Durante mi juventud soñé con marcharme a Australia, que mi imaginación presentaba como el último reducto del mundo virgen. A veces se me quedaba la imaginación ensimismada pensando en toda esa tierra semideshabitada, los desiertos y las selvas diferentes en todo al resto, y así muchas horas pasé creando un mito mientras alrededor se movía mi triste ciudad castellana de hombres cansados. Allá lejos los hombres de rasgos curtidos y arbóreos hablaban un inglés mascado lleno de expresiones personales y las mujeres rubias de aspecto de palo bebían la misma bebida que los borrachos del lejano oeste americano. Allí, en escenarios cortados a hachazos, podía coger uno un Jeep astroso y recorrer durante semanas carreteras perdidas sin atisbar una sola alma hasta que llegaba a un bar en medio de la planicie abrasada por el sol radioactivo y pedía una cerveza y entablaba conversación con los demás perdidos de los alrededores, cerca de Ayers Rock, la roca roja primigenia; y siempre eran amistosos de forma varonil, como hermanos de sangre. O bien te acercabas a Hanging Rock soñando con encontrar a alguna de las colegialas perdidas un siglo atrás, ese hermoso cuento falso. Todo estaba presidido por el sol ardiente, el más potente de la tierra, para el que las cremas de protección apenas servían y la piel, poco a poco, se encueraba y envejecía al ritmo de un cáncer seguro.

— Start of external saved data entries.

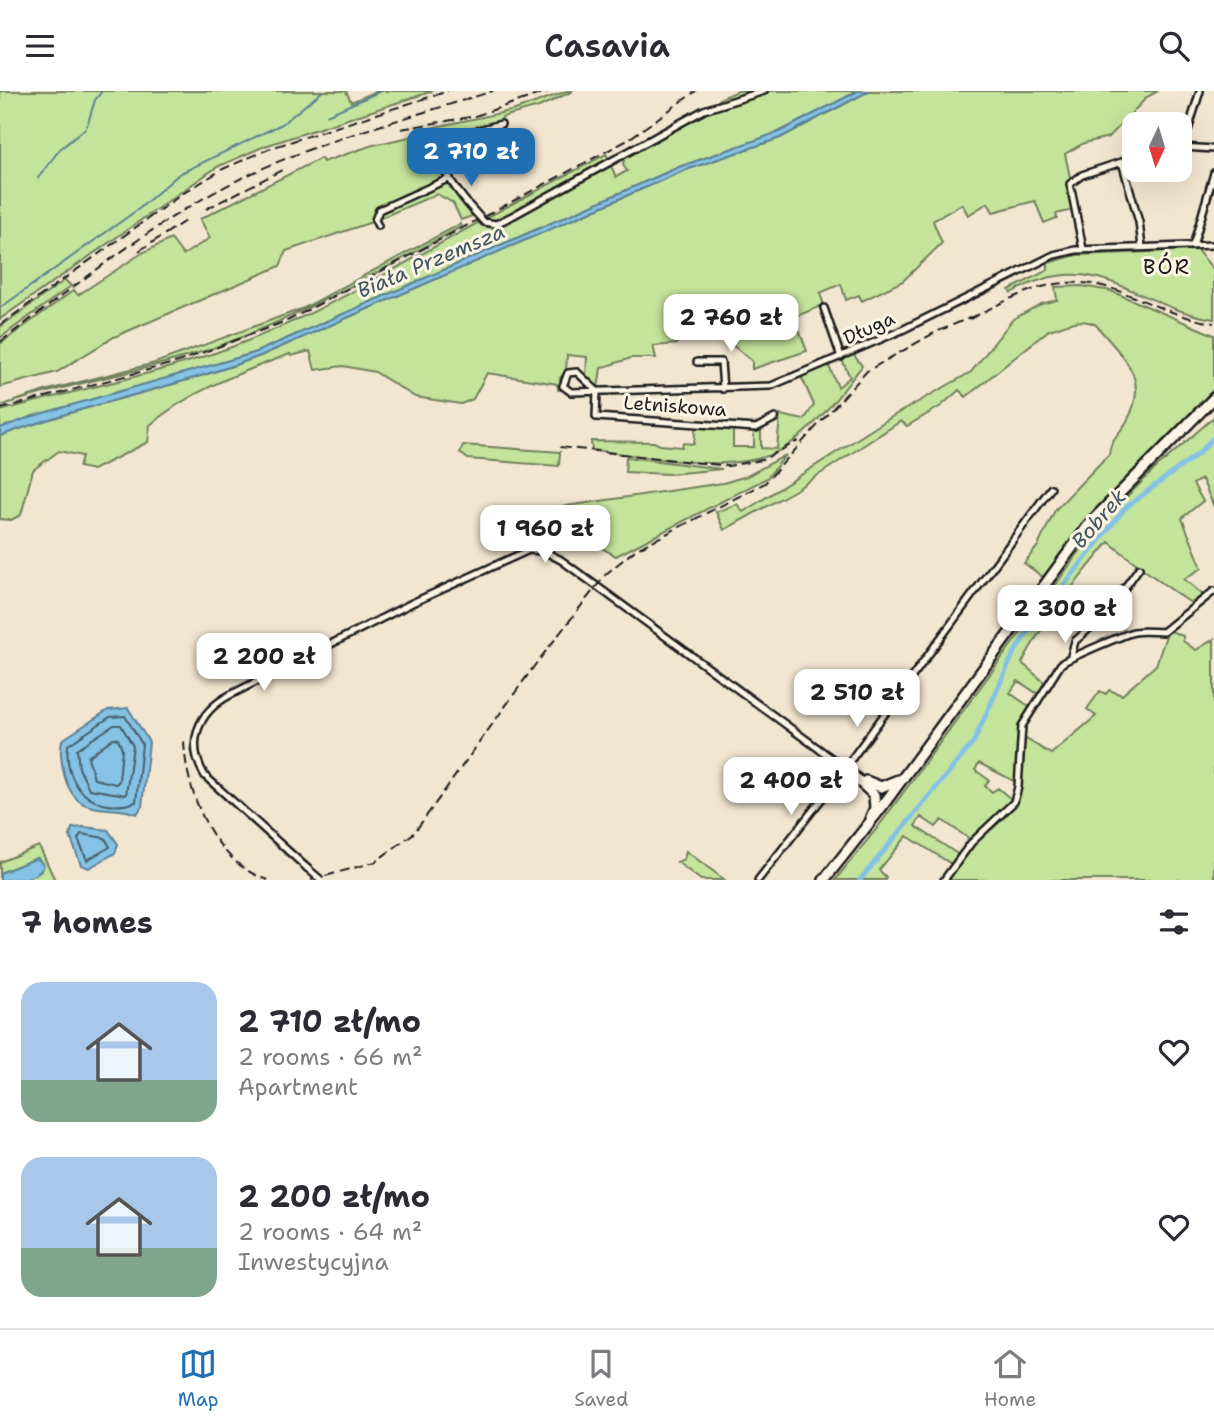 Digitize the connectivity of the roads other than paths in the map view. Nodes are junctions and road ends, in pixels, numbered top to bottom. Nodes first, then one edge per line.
1 (764, 91) edge
2 (1200, 91) edge
3 (1192, 115) edge
4 (501, 124) dead end
5 (1192, 147) edge
6 (1214, 147) edge
7 (1122, 162) edge
8 (1214, 173) edge
9 (450, 178) junction
10 (1128, 182) edge
11 (378, 226) dead end
12 (1214, 245) edge
13 (1193, 246) junction
14 (1142, 247) junction
15 (1083, 249) junction
16 (824, 308) dead end
17 (841, 357) junction
18 (697, 362) dead end
19 (723, 389) junction
20 (597, 391) junction
21 (1214, 398) edge
22 (1214, 405) edge
23 (775, 418) dead end
24 (1051, 488) dead end
25 (1139, 568) dead end
26 (1214, 591) edge
27 (1070, 656) junction
28 (913, 765) junction
29 (845, 768) junction
30 (858, 778) junction
31 (859, 837) junction
32 (321, 880) edge
33 (758, 880) edge
34 (824, 880) edge
35 (831, 880) edge
36 (944, 880) edge

1 - 9 street, bridge
2 - 3 street
4 - 9 street
5 - 6 street
7 - 15 street
8 - 13 street
9 - 11 street
10 - 14 street
12 - 13 street, Długa
13 - 14 street, Długa
14 - 15 street, Długa
15 - 17 street, Długa
16 - 17 street
17 - 19 street, Długa
18 - 19 street
19 - 20 street, Długa
20 - 20 street, Długa
20 - 23 street, Letniskowa
21 - 28 highway
22 - 35 highway
24 - 29 street
25 - 27 street
26 - 27 street
27 - 36 street
28 - 30 highway
28 - 31 highway
29 - 30 highway
29 - 32 street, bridge
29 - 33 street
30 - 31 highway
31 - 34 highway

El Open de Australia era el torneo salvaje del tenis... Las olas azules, limpias, honestas refrescaban a los surfistas australianos, tan sanos como debieron ser al principio los californianos. Un continente sonriente, oculto (¿Que sabe nadie de Australia?), de personalidad fuerte y única, así era para mí. Camberra, Sidney, Perth, ciudades modernas de las que nadie hablaba, tan limpias, tan secretas. Me veía a mi mismo paseando por sus calles nuevas absorbiéndo su aroma y textura carismática. Los extraños aborígenes, oscuros y orgullosos, los animales de formas y maneras caprichosas como la locura del ornitorrinco, y saurios gigantescos y peligros mortales por cada esquina, que un pobre tonto como yo pensaba inofensivos, porque mi visión de Australia era un cristal de ilusión juvenil que nada tenía que ver con la realidad.
Y aún así de joven, durante muchos años, quise siempre marcharme tan lejos como pudiera, hasta llegar a Australia, ese lugar donde puede uno perderse y no volver a ser visto nunca.